> **REQUIREMENT**
Filter this listing down to the lines that contain the word "paths", and copy them.

> **DATA FOR PROCESSING**
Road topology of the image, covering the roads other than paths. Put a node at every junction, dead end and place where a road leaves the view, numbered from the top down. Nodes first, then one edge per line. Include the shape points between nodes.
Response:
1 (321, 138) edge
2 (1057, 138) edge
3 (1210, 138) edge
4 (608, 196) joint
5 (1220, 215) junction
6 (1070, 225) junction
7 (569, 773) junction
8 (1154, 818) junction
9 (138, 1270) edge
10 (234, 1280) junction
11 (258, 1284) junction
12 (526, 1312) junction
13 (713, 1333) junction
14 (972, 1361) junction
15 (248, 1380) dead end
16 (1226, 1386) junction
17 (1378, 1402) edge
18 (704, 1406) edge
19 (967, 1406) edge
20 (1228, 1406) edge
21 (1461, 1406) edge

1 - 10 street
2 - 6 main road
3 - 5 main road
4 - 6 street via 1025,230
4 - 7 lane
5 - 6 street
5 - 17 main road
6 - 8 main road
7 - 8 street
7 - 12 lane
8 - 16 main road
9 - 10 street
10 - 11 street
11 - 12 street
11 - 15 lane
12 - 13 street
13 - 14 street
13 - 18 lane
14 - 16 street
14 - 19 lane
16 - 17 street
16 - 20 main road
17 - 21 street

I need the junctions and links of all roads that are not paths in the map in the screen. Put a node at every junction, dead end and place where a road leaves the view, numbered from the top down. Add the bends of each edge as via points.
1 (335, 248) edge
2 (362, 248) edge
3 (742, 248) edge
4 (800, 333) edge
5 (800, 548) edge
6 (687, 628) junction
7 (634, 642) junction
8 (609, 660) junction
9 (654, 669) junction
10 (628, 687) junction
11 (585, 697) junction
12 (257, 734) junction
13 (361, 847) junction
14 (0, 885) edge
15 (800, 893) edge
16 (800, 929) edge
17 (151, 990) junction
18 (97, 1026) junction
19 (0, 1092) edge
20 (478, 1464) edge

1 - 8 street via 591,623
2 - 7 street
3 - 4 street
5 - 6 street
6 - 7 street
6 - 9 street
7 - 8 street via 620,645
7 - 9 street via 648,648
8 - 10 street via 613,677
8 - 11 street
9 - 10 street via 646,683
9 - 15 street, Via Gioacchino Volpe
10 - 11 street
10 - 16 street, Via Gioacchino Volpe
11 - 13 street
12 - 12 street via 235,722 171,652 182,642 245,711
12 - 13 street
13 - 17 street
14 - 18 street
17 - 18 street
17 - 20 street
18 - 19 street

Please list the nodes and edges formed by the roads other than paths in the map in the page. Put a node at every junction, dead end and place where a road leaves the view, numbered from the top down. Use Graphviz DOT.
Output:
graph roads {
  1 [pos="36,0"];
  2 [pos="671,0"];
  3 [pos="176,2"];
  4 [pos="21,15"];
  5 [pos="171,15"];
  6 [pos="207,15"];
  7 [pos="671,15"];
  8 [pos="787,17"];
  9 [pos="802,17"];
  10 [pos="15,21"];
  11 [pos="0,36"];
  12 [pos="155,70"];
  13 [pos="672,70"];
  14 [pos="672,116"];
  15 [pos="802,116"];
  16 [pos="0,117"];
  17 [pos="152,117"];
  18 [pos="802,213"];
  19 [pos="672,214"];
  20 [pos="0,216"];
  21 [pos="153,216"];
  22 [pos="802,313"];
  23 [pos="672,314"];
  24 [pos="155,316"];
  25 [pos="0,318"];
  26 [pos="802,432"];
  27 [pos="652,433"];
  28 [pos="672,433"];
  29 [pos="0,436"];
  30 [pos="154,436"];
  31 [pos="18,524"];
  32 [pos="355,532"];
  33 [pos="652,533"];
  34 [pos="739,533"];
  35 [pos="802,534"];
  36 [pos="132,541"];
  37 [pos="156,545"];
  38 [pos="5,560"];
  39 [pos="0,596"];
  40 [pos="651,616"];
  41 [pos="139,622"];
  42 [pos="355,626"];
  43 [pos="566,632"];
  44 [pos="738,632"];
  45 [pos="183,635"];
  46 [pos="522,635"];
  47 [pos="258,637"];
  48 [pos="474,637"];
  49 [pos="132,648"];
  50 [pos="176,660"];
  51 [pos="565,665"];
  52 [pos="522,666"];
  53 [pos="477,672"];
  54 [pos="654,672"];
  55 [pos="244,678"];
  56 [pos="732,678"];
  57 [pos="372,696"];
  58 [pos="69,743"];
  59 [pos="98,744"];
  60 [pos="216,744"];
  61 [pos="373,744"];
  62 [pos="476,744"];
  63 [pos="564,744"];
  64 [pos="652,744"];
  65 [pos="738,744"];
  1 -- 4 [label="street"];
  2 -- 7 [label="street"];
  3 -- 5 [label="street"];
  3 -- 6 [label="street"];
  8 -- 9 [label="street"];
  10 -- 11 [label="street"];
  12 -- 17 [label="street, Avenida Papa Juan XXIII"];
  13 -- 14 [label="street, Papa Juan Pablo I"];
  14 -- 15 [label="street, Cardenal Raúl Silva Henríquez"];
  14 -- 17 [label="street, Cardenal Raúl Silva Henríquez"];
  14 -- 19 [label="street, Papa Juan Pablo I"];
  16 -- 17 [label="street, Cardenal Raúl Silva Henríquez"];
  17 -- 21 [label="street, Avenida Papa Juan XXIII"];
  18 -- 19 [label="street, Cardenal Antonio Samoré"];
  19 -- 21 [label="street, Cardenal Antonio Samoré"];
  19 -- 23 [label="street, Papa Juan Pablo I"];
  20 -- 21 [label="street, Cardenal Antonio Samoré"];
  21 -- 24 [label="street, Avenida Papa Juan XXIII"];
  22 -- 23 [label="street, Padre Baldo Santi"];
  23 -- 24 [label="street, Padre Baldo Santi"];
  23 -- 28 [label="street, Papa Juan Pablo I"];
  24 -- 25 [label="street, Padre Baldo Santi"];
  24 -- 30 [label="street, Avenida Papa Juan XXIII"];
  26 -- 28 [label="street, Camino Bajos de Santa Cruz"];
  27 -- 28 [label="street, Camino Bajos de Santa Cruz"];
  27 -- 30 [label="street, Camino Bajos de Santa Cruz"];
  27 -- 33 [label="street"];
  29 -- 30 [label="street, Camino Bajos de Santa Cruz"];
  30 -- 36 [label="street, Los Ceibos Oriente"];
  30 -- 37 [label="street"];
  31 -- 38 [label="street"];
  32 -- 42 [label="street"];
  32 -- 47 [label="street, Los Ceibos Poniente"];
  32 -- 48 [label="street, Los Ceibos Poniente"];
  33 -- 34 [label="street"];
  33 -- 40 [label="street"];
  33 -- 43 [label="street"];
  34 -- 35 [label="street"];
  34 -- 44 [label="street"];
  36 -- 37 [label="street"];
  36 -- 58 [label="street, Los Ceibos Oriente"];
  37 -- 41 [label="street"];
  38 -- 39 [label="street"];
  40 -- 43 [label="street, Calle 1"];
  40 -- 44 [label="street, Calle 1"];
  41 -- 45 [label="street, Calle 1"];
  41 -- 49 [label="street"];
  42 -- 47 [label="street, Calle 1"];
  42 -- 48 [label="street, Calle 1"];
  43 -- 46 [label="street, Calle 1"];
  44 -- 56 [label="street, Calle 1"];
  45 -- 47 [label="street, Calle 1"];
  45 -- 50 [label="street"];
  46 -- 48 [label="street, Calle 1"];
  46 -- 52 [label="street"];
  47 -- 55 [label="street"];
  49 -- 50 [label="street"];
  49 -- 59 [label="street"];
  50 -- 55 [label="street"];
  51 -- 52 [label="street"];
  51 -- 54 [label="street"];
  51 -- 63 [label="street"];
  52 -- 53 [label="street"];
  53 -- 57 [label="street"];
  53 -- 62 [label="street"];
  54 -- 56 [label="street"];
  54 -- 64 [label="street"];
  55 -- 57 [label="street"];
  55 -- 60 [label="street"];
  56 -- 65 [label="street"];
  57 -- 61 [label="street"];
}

> **ANSWER BOX**
Road topology of the image, covering the roads other than paths. Put a node at every junction, dead end and place where a road leaves the view, numbered from the top down. Nodes first, then one edge per line. Include the shape points between nodes.
I need the junctions and links of all roads that are not paths in the map in the screen. Put a node at every junction, dead end and place where a road leaves the view, numbered from the top down. Add the bends of each edge as via points.
Please list the nodes and edges formed by the roads other than paths in the map in the page. Put a node at every junction, dead end and place where a road leaves the view, numbered from the top down. Use Graphviz DOT.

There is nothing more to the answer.